複数人のチームでプロジェクトを進めることで、他の企業で働く社会人の方や組織の仕事のやり方を知ることができると思います。
打合せが終わった後に、チームメンバーへ今の仕事について相談したこともありましたが、プロジェクトでの様子から私のことを分かった上で、率直にアドバイスをしてもらえました。
特に、3回目のプロジェクトでは「完全燃焼したい!」と思って参加したこともあり、これまで以上にヒアリングや現場見学などの場面に参加したのも、よかったと感じています。
あるプロジェクトの途中には、意見がまとまらず停滞し、最後の判断は団体さんに委ねることもありますが、そこにたどりつくまでにチームメンバー全員がなんのリアクションも示せない瞬間に出くわしたこともありました。
思い返すと、それまでは、自分の出番がくるまでマーケッターに任せきっていたところもあったのかも。
自分自身がもうちょっと能動的に「楽しんでやる」という意識を持っていたら、状況は違ったかなと思います。ほかのメンバーからも「楽しんでやったらいいんだよ」と言われたことがあり、印象に残っています。
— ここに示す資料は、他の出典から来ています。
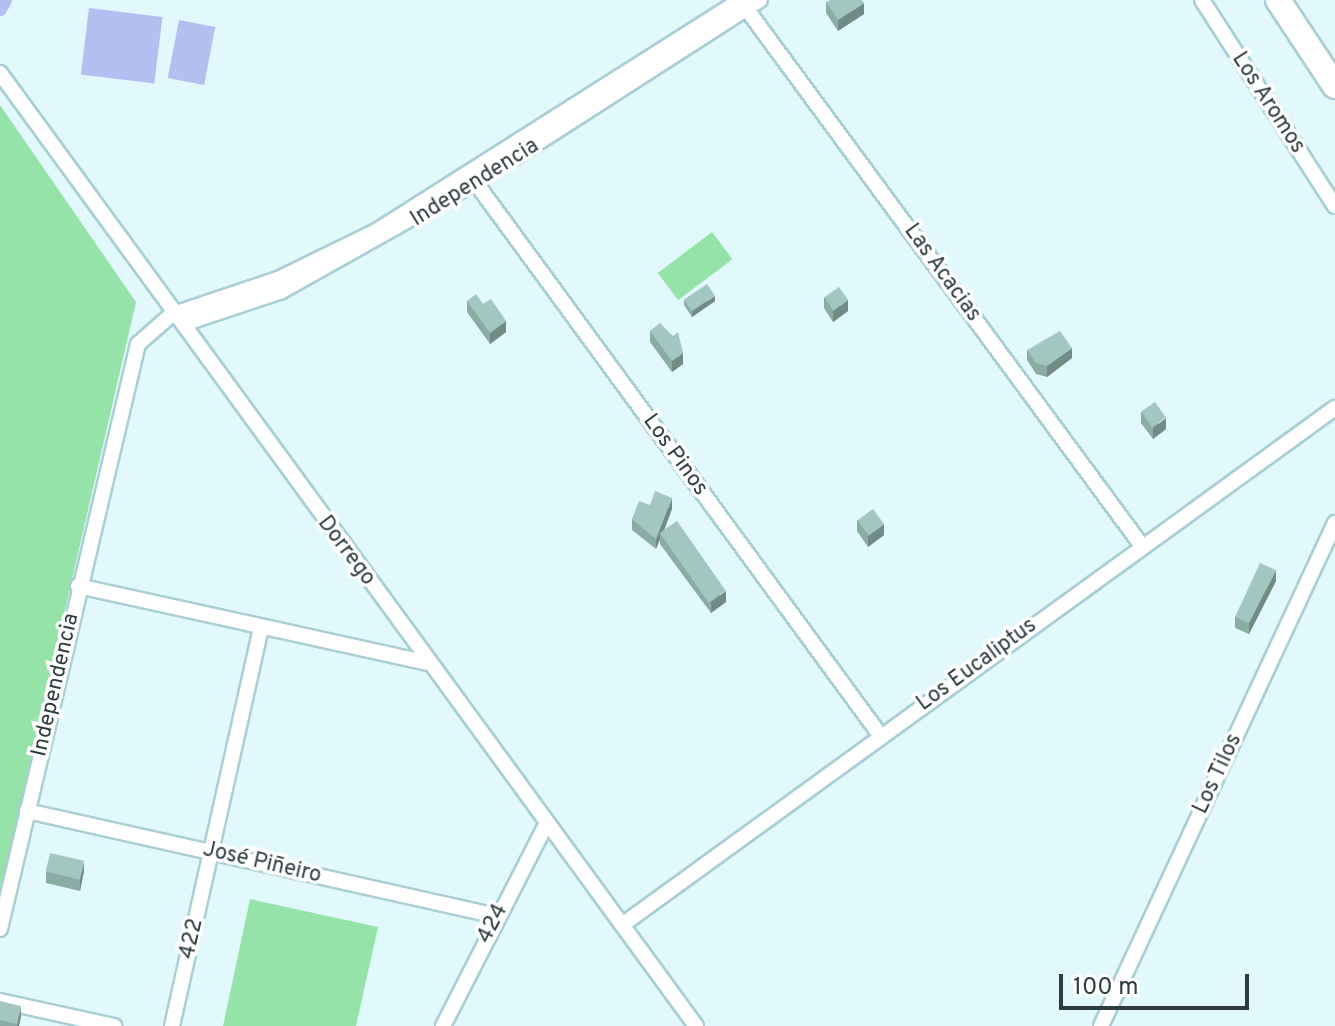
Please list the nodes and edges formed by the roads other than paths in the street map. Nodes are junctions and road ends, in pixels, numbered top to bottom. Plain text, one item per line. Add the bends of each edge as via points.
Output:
1 (1202, 0) edge
2 (1278, 0) edge
3 (747, 2) edge
4 (0, 73) edge
5 (1335, 86) edge
6 (473, 179) junction
7 (1335, 206) edge
8 (171, 315) junction
9 (1335, 408) edge
10 (1335, 523) edge
11 (1142, 546) junction
12 (78, 586) junction
13 (261, 628) junction
14 (429, 663) junction
15 (880, 735) junction
16 (27, 811) junction
17 (547, 823) junction
18 (212, 852) junction
19 (497, 916) junction
20 (622, 925) junction
21 (0, 929) edge
22 (0, 1001) edge
23 (114, 1026) edge
24 (172, 1026) edge
25 (443, 1026) edge
26 (696, 1026) edge
27 (1101, 1026) edge

1 - 7 street, Los Aromos
2 - 5 main road
3 - 6 street, Independencia
3 - 11 street, Las Acacias
4 - 8 street, Dorrego
6 - 8 street, Independencia via 282,291 192,321
6 - 15 street, Los Pinos
8 - 12 street, Independencia via 138,344 129,363
8 - 14 street, Dorrego
9 - 11 street, Los Eucaliptus
10 - 27 street, Los Tilos
11 - 15 street, Los Eucaliptus
12 - 13 street
12 - 16 street, Independencia
13 - 14 street
13 - 18 street, 422
14 - 17 street, Dorrego
15 - 20 street, Los Eucaliptus
16 - 18 street, José Piñeiro
16 - 21 street, Independencia
17 - 19 street, 424
17 - 20 street, Dorrego
18 - 19 street, José Piñeiro
18 - 24 street, 422
19 - 25 street, 424
20 - 26 street, Dorrego
22 - 23 street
「しっかりやらないと!」という意識が強くありましたが、肩の力を抜いて「プロジェクトを楽しむ」っていうことも大切なのだと思います。
―これからプロボノに参加しようと思っている方へ― 楽しんでやるのが一番!
自分のスキルがどうこう、というより、自分のスキルを違う世界で発揮するとどうなるだろうか、くらいでよいと思います。フットワーク軽く、最初の一歩を踏み出したら、見えてくる世界もちがうのかな、と思います。
特に、インハウスでやっているデザイナーさんに挑戦してもらいたいです。
会社とはまた違った仕事のやり方を身に着けることができるし、打ち合わせの持ち方や進め方も勉強できると思います。
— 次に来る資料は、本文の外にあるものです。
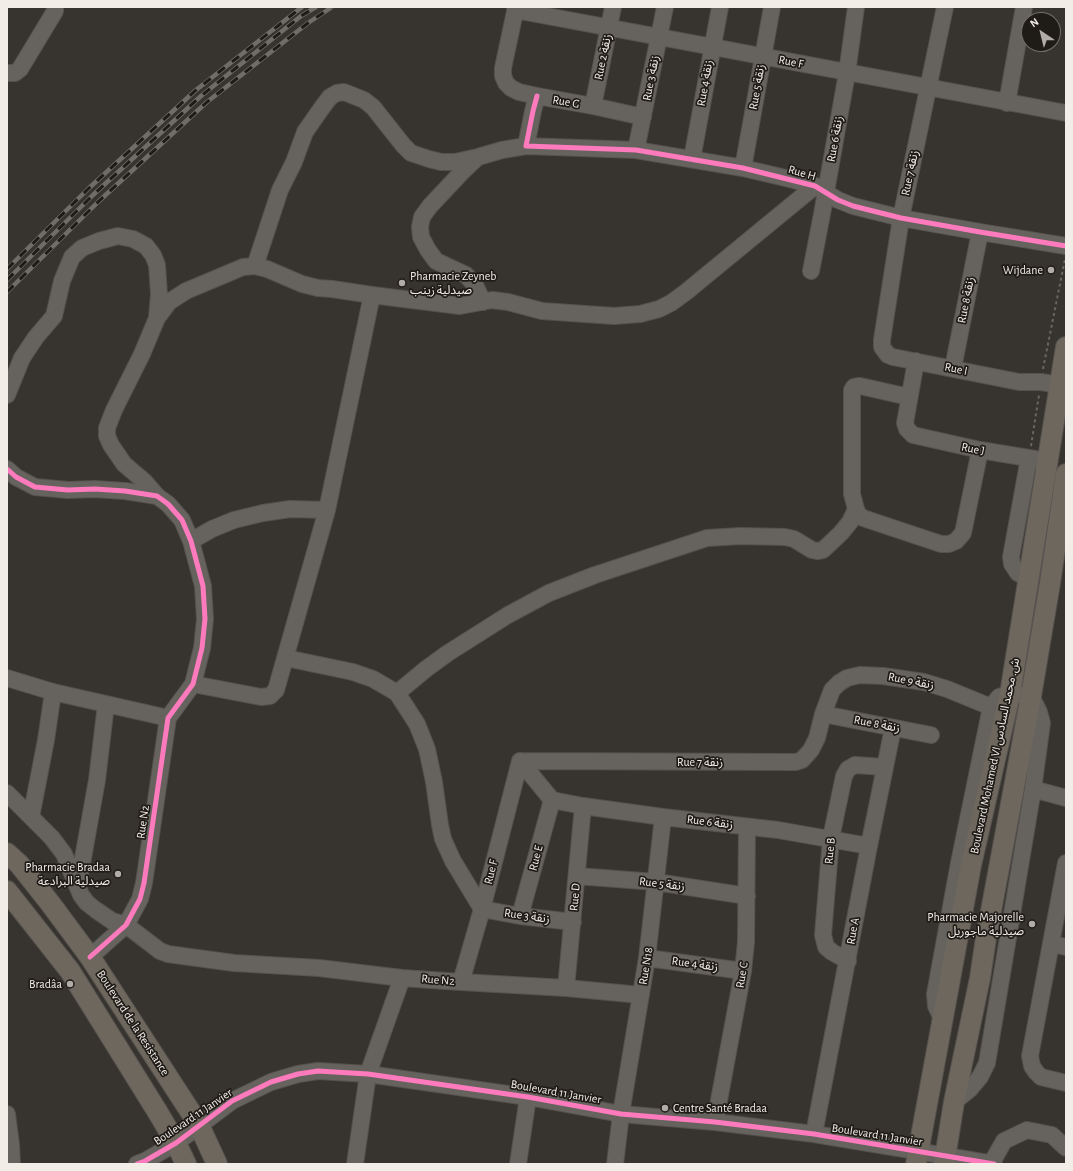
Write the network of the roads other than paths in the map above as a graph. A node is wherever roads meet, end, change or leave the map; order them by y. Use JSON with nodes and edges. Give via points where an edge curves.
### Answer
{"nodes":[{"id":1,"x":55,"y":7,"type":"edge"},
{"id":2,"x":613,"y":7,"type":"edge"},
{"id":3,"x":665,"y":7,"type":"edge"},
{"id":4,"x":720,"y":7,"type":"edge"},
{"id":5,"x":772,"y":7,"type":"edge"},
{"id":6,"x":856,"y":7,"type":"edge"},
{"id":7,"x":945,"y":7,"type":"edge"},
{"id":8,"x":1024,"y":7,"type":"edge"},
{"id":9,"x":516,"y":9,"type":"edge"},
{"id":10,"x":609,"y":28,"type":"junction"},
{"id":11,"x":659,"y":38,"type":"junction"},
{"id":12,"x":712,"y":47,"type":"junction"},
{"id":13,"x":763,"y":57,"type":"junction"},
{"id":14,"x":7,"y":73,"type":"edge"},
{"id":15,"x":847,"y":73,"type":"junction"},
{"id":16,"x":928,"y":88,"type":"junction"},
{"id":17,"x":537,"y":96,"type":"junction"},
{"id":18,"x":1007,"y":103,"type":"junction"},
{"id":19,"x":593,"y":106,"type":"junction"},
{"id":20,"x":1066,"y":113,"type":"edge"},
{"id":21,"x":643,"y":117,"type":"junction"},
{"id":22,"x":526,"y":146,"type":"junction"},
{"id":23,"x":636,"y":150,"type":"junction"},
{"id":24,"x":478,"y":158,"type":"junction"},
{"id":25,"x":692,"y":159,"type":"junction"},
{"id":26,"x":743,"y":168,"type":"junction"},
{"id":27,"x":820,"y":189,"type":"junction"},
{"id":28,"x":900,"y":218,"type":"junction"},
{"id":29,"x":980,"y":232,"type":"junction"},
{"id":30,"x":1066,"y":246,"type":"edge"},
{"id":31,"x":256,"y":266,"type":"junction"},
{"id":32,"x":811,"y":271,"type":"dead end"},
{"id":33,"x":372,"y":296,"type":"junction"},
{"id":34,"x":483,"y":302,"type":"junction"},
{"id":35,"x":157,"y":318,"type":"junction"},
{"id":36,"x":882,"y":340,"type":"joint"},
{"id":37,"x":1066,"y":347,"type":"edge"},
{"id":38,"x":916,"y":361,"type":"junction"},
{"id":39,"x":953,"y":368,"type":"junction"},
{"id":40,"x":1055,"y":384,"type":"edge"},
{"id":41,"x":7,"y":395,"type":"edge"},
{"id":42,"x":909,"y":397,"type":"junction"},
{"id":43,"x":980,"y":450,"type":"junction"},
{"id":44,"x":1038,"y":460,"type":"junction"},
{"id":45,"x":7,"y":469,"type":"edge"},
{"id":46,"x":1066,"y":474,"type":"edge"},
{"id":47,"x":157,"y":496,"type":"junction"},
{"id":48,"x":856,"y":509,"type":"junction"},
{"id":49,"x":327,"y":510,"type":"junction"},
{"id":50,"x":191,"y":541,"type":"junction"},
{"id":51,"x":286,"y":658,"type":"junction"},
{"id":52,"x":7,"y":678,"type":"edge"},
{"id":53,"x":194,"y":684,"type":"junction"},
{"id":54,"x":832,"y":690,"type":"joint"},
{"id":55,"x":52,"y":692,"type":"junction"},
{"id":56,"x":397,"y":693,"type":"junction"},
{"id":57,"x":1010,"y":694,"type":"junction"},
{"id":58,"x":1031,"y":696,"type":"junction"},
{"id":59,"x":106,"y":704,"type":"junction"},
{"id":60,"x":991,"y":707,"type":"junction"},
{"id":61,"x":823,"y":714,"type":"junction"},
{"id":62,"x":168,"y":718,"type":"junction"},
{"id":63,"x":893,"y":728,"type":"junction"},
{"id":64,"x":931,"y":734,"type":"dead end"},
{"id":65,"x":520,"y":761,"type":"junction"},
{"id":66,"x":884,"y":767,"type":"junction"},
{"id":67,"x":1033,"y":789,"type":"junction"},
{"id":68,"x":7,"y":793,"type":"edge"},
{"id":69,"x":1066,"y":798,"type":"edge"},
{"id":70,"x":552,"y":800,"type":"junction"},
{"id":71,"x":583,"y":806,"type":"junction"},
{"id":72,"x":31,"y":817,"type":"junction"},
{"id":73,"x":663,"y":817,"type":"junction"},
{"id":74,"x":747,"y":827,"type":"junction"},
{"id":75,"x":831,"y":838,"type":"junction"},
{"id":76,"x":869,"y":846,"type":"junction"},
{"id":77,"x":7,"y":853,"type":"edge"},
{"id":78,"x":965,"y":864,"type":"junction"},
{"id":79,"x":1066,"y":869,"type":"edge"},
{"id":80,"x":577,"y":876,"type":"junction"},
{"id":81,"x":656,"y":882,"type":"junction"},
{"id":82,"x":997,"y":882,"type":"junction"},
{"id":83,"x":1017,"y":882,"type":"junction"},
{"id":84,"x":78,"y":886,"type":"junction"},
{"id":85,"x":7,"y":890,"type":"edge"},
{"id":86,"x":747,"y":896,"type":"junction"},
{"id":87,"x":482,"y":909,"type":"junction"},
{"id":88,"x":520,"y":916,"type":"junction"},
{"id":89,"x":573,"y":922,"type":"junction"},
{"id":90,"x":126,"y":925,"type":"junction"},
{"id":91,"x":1059,"y":945,"type":"edge"},
{"id":92,"x":90,"y":957,"type":"junction"},
{"id":93,"x":647,"y":958,"type":"junction"},
{"id":94,"x":848,"y":961,"type":"junction"},
{"id":95,"x":743,"y":971,"type":"junction"},
{"id":96,"x":402,"y":978,"type":"junction"},
{"id":97,"x":980,"y":978,"type":"junction"},
{"id":98,"x":461,"y":982,"type":"junction"},
{"id":99,"x":1000,"y":985,"type":"junction"},
{"id":100,"x":566,"y":988,"type":"junction"},
{"id":101,"x":641,"y":995,"type":"junction"},
{"id":102,"x":368,"y":1074,"type":"junction"},
{"id":103,"x":1066,"y":1083,"type":"edge"},
{"id":104,"x":528,"y":1097,"type":"junction"},
{"id":105,"x":954,"y":1102,"type":"junction"},
{"id":106,"x":7,"y":1114,"type":"edge"},
{"id":107,"x":621,"y":1114,"type":"junction"},
{"id":108,"x":714,"y":1122,"type":"junction"},
{"id":109,"x":199,"y":1126,"type":"junction"},
{"id":110,"x":814,"y":1134,"type":"junction"},
{"id":111,"x":176,"y":1143,"type":"junction"},
{"id":112,"x":9,"y":1146,"type":"edge"},
{"id":113,"x":1066,"y":1148,"type":"edge"},
{"id":114,"x":917,"y":1158,"type":"edge"},
{"id":115,"x":945,"y":1160,"type":"edge"},
{"id":116,"x":12,"y":1164,"type":"edge"},
{"id":117,"x":137,"y":1164,"type":"edge"},
{"id":118,"x":186,"y":1164,"type":"edge"},
{"id":119,"x":217,"y":1164,"type":"edge"},
{"id":120,"x":355,"y":1164,"type":"edge"},
{"id":121,"x":518,"y":1164,"type":"edge"},
{"id":122,"x":615,"y":1164,"type":"edge"},
{"id":123,"x":992,"y":1164,"type":"edge"}],
"edges":[{"from":1,"to":14,"type":"street","via":[[20,69],[15,73]]},
{"from":2,"to":10,"type":"street","name":"Rue 2 زنقة"},
{"from":3,"to":11,"type":"street","name":"Rue 3 زنقة"},
{"from":4,"to":12,"type":"street","name":"Rue 4 زنقة"},
{"from":5,"to":13,"type":"street","name":"Rue 5 زنقة"},
{"from":6,"to":15,"type":"street","name":"Rue 6 زنقة"},
{"from":7,"to":16,"type":"street","name":"Rue 7 زنقة"},
{"from":8,"to":18,"type":"street"},
{"from":9,"to":10,"type":"street","name":"Rue F"},
{"from":9,"to":17,"type":"street","name":"Rue G","via":[[503,76],[511,88]]},
{"from":10,"to":11,"type":"street","name":"Rue F"},
{"from":10,"to":19,"type":"street","name":"Rue 2 زنقة"},
{"from":11,"to":12,"type":"street","name":"Rue F"},
{"from":11,"to":21,"type":"street","name":"Rue 3 زنقة"},
{"from":12,"to":13,"type":"street","name":"Rue F"},
{"from":12,"to":25,"type":"street","name":"Rue 4 زنقة"},
{"from":13,"to":15,"type":"street","name":"Rue F"},
{"from":13,"to":26,"type":"street","name":"Rue 5 زنقة"},
{"from":15,"to":16,"type":"street","name":"Rue F"},
{"from":15,"to":27,"type":"street","name":"Rue 6 زنقة"},
{"from":16,"to":18,"type":"street","name":"Rue F"},
{"from":16,"to":28,"type":"street","name":"Rue 7 زنقة"},
{"from":17,"to":19,"type":"street","name":"Rue G"},
{"from":17,"to":22,"type":"street"},
{"from":18,"to":20,"type":"street","name":"Rue F"},
{"from":19,"to":21,"type":"street","name":"Rue G"},
{"from":21,"to":23,"type":"street","name":"Rue 3 زنقة"},
{"from":22,"to":23,"type":"street","name":"Rue H"},
{"from":22,"to":24,"type":"street","name":"Rue H"},
{"from":23,"to":25,"type":"street","name":"Rue H"},
{"from":24,"to":31,"type":"street","via":[[441,162],[412,153],[373,107],[364,100],[344,92],[337,93],[330,97],[305,132],[280,190]]},
{"from":24,"to":34,"type":"street","via":[[430,206],[422,217],[420,227],[421,237],[436,261],[466,275],[475,285]]},
{"from":25,"to":26,"type":"street","name":"Rue H"},
{"from":26,"to":27,"type":"street","name":"Rue H"},
{"from":27,"to":28,"type":"street","name":"Rue H","via":[[853,206]]},
{"from":27,"to":32,"type":"street","name":"Rue 6 زنقة"},
{"from":27,"to":34,"type":"street","via":[[686,292],[659,309],[640,314],[614,316],[542,311],[492,300]]},
{"from":28,"to":29,"type":"street","name":"Rue H"},
{"from":28,"to":36,"type":"street","name":"Rue 7 زنقة"},
{"from":29,"to":30,"type":"street","name":"Rue H"},
{"from":29,"to":39,"type":"street","name":"Rue 8 زنقة"},
{"from":31,"to":33,"type":"street","via":[[302,284]]},
{"from":31,"to":35,"type":"street","via":[[243,267],[186,291],[169,302]]},
{"from":33,"to":34,"type":"street","via":[[460,306]]},
{"from":33,"to":49,"type":"street"},
{"from":35,"to":41,"type":"street","via":[[157,265],[146,246],[133,239],[118,236],[82,248],[72,256],[66,268],[54,316],[22,358]]},
{"from":35,"to":47,"type":"street","via":[[107,428],[111,446],[116,454]]},
{"from":36,"to":38,"type":"street","name":"Rue I","via":[[882,347],[888,355]]},
{"from":37,"to":40,"type":"main road","name":"Boulevard Mohamed VI ش. محمد السادس"},
{"from":38,"to":39,"type":"street","name":"Rue I"},
{"from":38,"to":42,"type":"street"},
{"from":39,"to":40,"type":"street","name":"Rue I","via":[[1019,382]]},
{"from":40,"to":44,"type":"main road","name":"Boulevard Mohamed VI ش. محمد السادس"},
{"from":42,"to":43,"type":"street","name":"Rue J","via":[[905,423],[909,432],[918,437]]},
{"from":42,"to":48,"type":"street","via":[[860,386],[852,390],[852,494]]},
{"from":43,"to":44,"type":"street","name":"Rue J"},
{"from":43,"to":48,"type":"street","via":[[963,533],[956,541],[941,544],[863,518]]},
{"from":44,"to":57,"type":"main road","name":"Boulevard Mohamed VI ش. محمد السادس","via":[[1030,578]]},
{"from":45,"to":47,"type":"street","via":[[35,487],[95,489]]},
{"from":46,"to":58,"type":"main road","name":"Boulevard Mohamed VI ش. محمد السادس"},
{"from":47,"to":50,"type":"street","via":[[182,520]]},
{"from":48,"to":56,"type":"street","via":[[850,522],[823,550],[812,550],[794,539],[785,537],[707,538],[549,593],[508,615],[448,653]]},
{"from":49,"to":50,"type":"street","via":[[263,513],[234,520]]},
{"from":49,"to":51,"type":"street"},
{"from":50,"to":53,"type":"street","via":[[203,586],[205,619]]},
{"from":51,"to":53,"type":"street","via":[[278,686],[270,696],[261,697]]},
{"from":51,"to":56,"type":"street","via":[[353,672],[373,679]]},
{"from":52,"to":55,"type":"street"},
{"from":53,"to":62,"type":"street"},
{"from":54,"to":60,"type":"street","name":"Rue 9 زنقة","via":[[847,678],[860,675],[883,676],[924,682]]},
{"from":54,"to":61,"type":"street","name":"Rue 7 زنقة"},
{"from":55,"to":59,"type":"street"},
{"from":55,"to":72,"type":"street","via":[[46,740]]},
{"from":56,"to":87,"type":"street","via":[[417,724],[427,749],[443,838],[453,861]]},
{"from":57,"to":58,"type":"street"},
{"from":57,"to":60,"type":"street","via":[[999,697]]},
{"from":57,"to":78,"type":"main road","name":"Boulevard Mohamed VI ش. محمد السادس"},
{"from":58,"to":67,"type":"street","via":[[1042,723]]},
{"from":58,"to":82,"type":"main road","name":"Boulevard Mohamed VI ش. محمد السادس"},
{"from":59,"to":62,"type":"street"},
{"from":59,"to":84,"type":"street"},
{"from":60,"to":78,"type":"street"},
{"from":61,"to":63,"type":"street","name":"Rue 8 زنقة"},
{"from":61,"to":65,"type":"street","name":"Rue 7 زنقة","via":[[818,738],[802,760],[796,762]]},
{"from":62,"to":90,"type":"street","name":"Rue N2","via":[[144,883],[140,900]]},
{"from":63,"to":64,"type":"street","name":"Rue 8 زنقة"},
{"from":63,"to":66,"type":"street","name":"Rue A"},
{"from":65,"to":70,"type":"street"},
{"from":65,"to":87,"type":"street","name":"Rue F"},
{"from":66,"to":75,"type":"street","name":"Rue B","via":[[855,765],[848,769],[844,776]]},
{"from":66,"to":76,"type":"street","name":"Rue A"},
{"from":67,"to":69,"type":"street"},
{"from":67,"to":83,"type":"street"},
{"from":68,"to":72,"type":"street","name":"Rue N2"},
{"from":70,"to":71,"type":"street","name":"Rue 6 زنقة"},
{"from":70,"to":88,"type":"street","name":"Rue E"},
{"from":71,"to":73,"type":"street","name":"Rue 6 زنقة"},
{"from":71,"to":80,"type":"street","name":"Rue D"},
{"from":72,"to":84,"type":"street","name":"Rue N2","via":[[64,854]]},
{"from":73,"to":74,"type":"street","name":"Rue 6 زنقة"},
{"from":73,"to":81,"type":"street","name":"Rue N18"},
{"from":74,"to":75,"type":"street","name":"Rue 6 زنقة"},
{"from":74,"to":86,"type":"street","name":"Rue C"},
{"from":75,"to":76,"type":"street","name":"Rue 6 زنقة"},
{"from":75,"to":94,"type":"street","name":"Rue B","via":[[823,935],[826,947]]},
{"from":76,"to":94,"type":"street","name":"Rue A"},
{"from":77,"to":92,"type":"main road","name":"Boulevard de la Resistance","via":[[19,864]]},
{"from":78,"to":114,"type":"main road","name":"Boulevard Mohamed VI ش. محمد السادس","via":[[948,954],[943,1021]]},
{"from":79,"to":91,"type":"street"},
{"from":80,"to":81,"type":"street","name":"Rue 5 زنقة"},
{"from":80,"to":89,"type":"street","name":"Rue D"},
{"from":81,"to":86,"type":"street","name":"Rue 5 زنقة"},
{"from":81,"to":93,"type":"street","name":"Rue N18"},
{"from":82,"to":83,"type":"street"},
{"from":82,"to":97,"type":"main road","name":"Boulevard Mohamed VI ش. محمد السادس"},
{"from":83,"to":99,"type":"street"},
{"from":84,"to":90,"type":"street","name":"Rue N2","via":[[82,895],[96,910],[112,921]]},
{"from":85,"to":111,"type":"main road","name":"Boulevard de la Resistance","via":[[66,966]]},
{"from":86,"to":95,"type":"street","name":"Rue C"},
{"from":87,"to":88,"type":"street","name":"Rue 3 زنقة"},
{"from":87,"to":98,"type":"street","name":"Rue F"},
{"from":88,"to":89,"type":"street","name":"Rue 3 زنقة"},
{"from":89,"to":100,"type":"street","name":"Rue D"},
{"from":90,"to":92,"type":"street"},
{"from":90,"to":96,"type":"street","name":"Rue N2","via":[[160,951],[168,954],[234,963],[319,968]]},
{"from":91,"to":103,"type":"street","via":[[1030,1056],[1032,1066],[1041,1077]]},
{"from":92,"to":109,"type":"main road","name":"Boulevard de la Resistance"},
{"from":93,"to":95,"type":"street","name":"Rue 4 زنقة"},
{"from":93,"to":101,"type":"street","name":"Rue N18"},
{"from":94,"to":110,"type":"street","name":"Rue A"},
{"from":95,"to":108,"type":"street","name":"Rue C"},
{"from":96,"to":98,"type":"street","name":"Rue N2"},
{"from":96,"to":102,"type":"street"},
{"from":97,"to":99,"type":"street"},
{"from":97,"to":105,"type":"main road","name":"Boulevard Mohamed VI ش. محمد السادس"},
{"from":98,"to":100,"type":"street","name":"Rue N2"},
{"from":99,"to":105,"type":"street","via":[[987,1063],[970,1089]]},
{"from":100,"to":101,"type":"street","name":"Rue N2"},
{"from":101,"to":107,"type":"street","name":"Rue N18"},
{"from":102,"to":104,"type":"street","name":"Boulevard 11 Janvier"},
{"from":102,"to":109,"type":"street","name":"Boulevard 11 Janvier","via":[[318,1071],[271,1082],[232,1101]]},
{"from":102,"to":120,"type":"street"},
{"from":104,"to":107,"type":"street","name":"Boulevard 11 Janvier"},
{"from":104,"to":121,"type":"street"},
{"from":105,"to":115,"type":"main road","name":"Boulevard Mohamed VI ش. محمد السادس"},
{"from":106,"to":112,"type":"street"},
{"from":107,"to":108,"type":"street","name":"Boulevard 11 Janvier"},
{"from":107,"to":122,"type":"street","name":"Rue N18"},
{"from":108,"to":110,"type":"street","name":"Boulevard 11 Janvier"},
{"from":109,"to":111,"type":"street","name":"Boulevard 11 Janvier"},
{"from":109,"to":119,"type":"main road","name":"Boulevard de la Resistance"},
{"from":110,"to":114,"type":"street","name":"Boulevard 11 Janvier"},
{"from":111,"to":117,"type":"street","name":"Boulevard 11 Janvier"},
{"from":111,"to":118,"type":"main road","name":"Boulevard de la Resistance"},
{"from":112,"to":116,"type":"street"},
{"from":113,"to":123,"type":"street","via":[[1052,1135],[1027,1130],[1004,1141]]},
{"from":114,"to":115,"type":"street","name":"Boulevard 11 Janvier"},
{"from":115,"to":123,"type":"street","name":"Boulevard 11 Janvier"}]}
登録するときに「私でいいの?」と思うこともあるかもしれません。また一方で、「自分の力を貸す」という気持ちで、相手ができないことを助けてあげて喜んでもらえることが、私も最初の頃の強い動機でした。今思うと、上から目線だったところかも…。
ですが、プロボノの参加経験を重ねていくと、自分が与えてるものよりもらうものの方が大きいというのをとても強く感じています。それは自分が知らない世界ともいえる、団体さんが対峙する社会課題や業界の実態だったり、チームメンバーから学ぶ仕事の仕方だったり…。
経験するたびに、新しい知識や学びに触れたい!という思いも強く、プロボノでそれが叶う期待もありました。
プロボノに参加することで、最初は自信がなくても、楽しい世界を広げるきっかけになってもらえたらいいなと思います。
▼プロボノでのプロジェクト参加へご関心をお持ちになった方は、こちらのページも併せてご覧ください。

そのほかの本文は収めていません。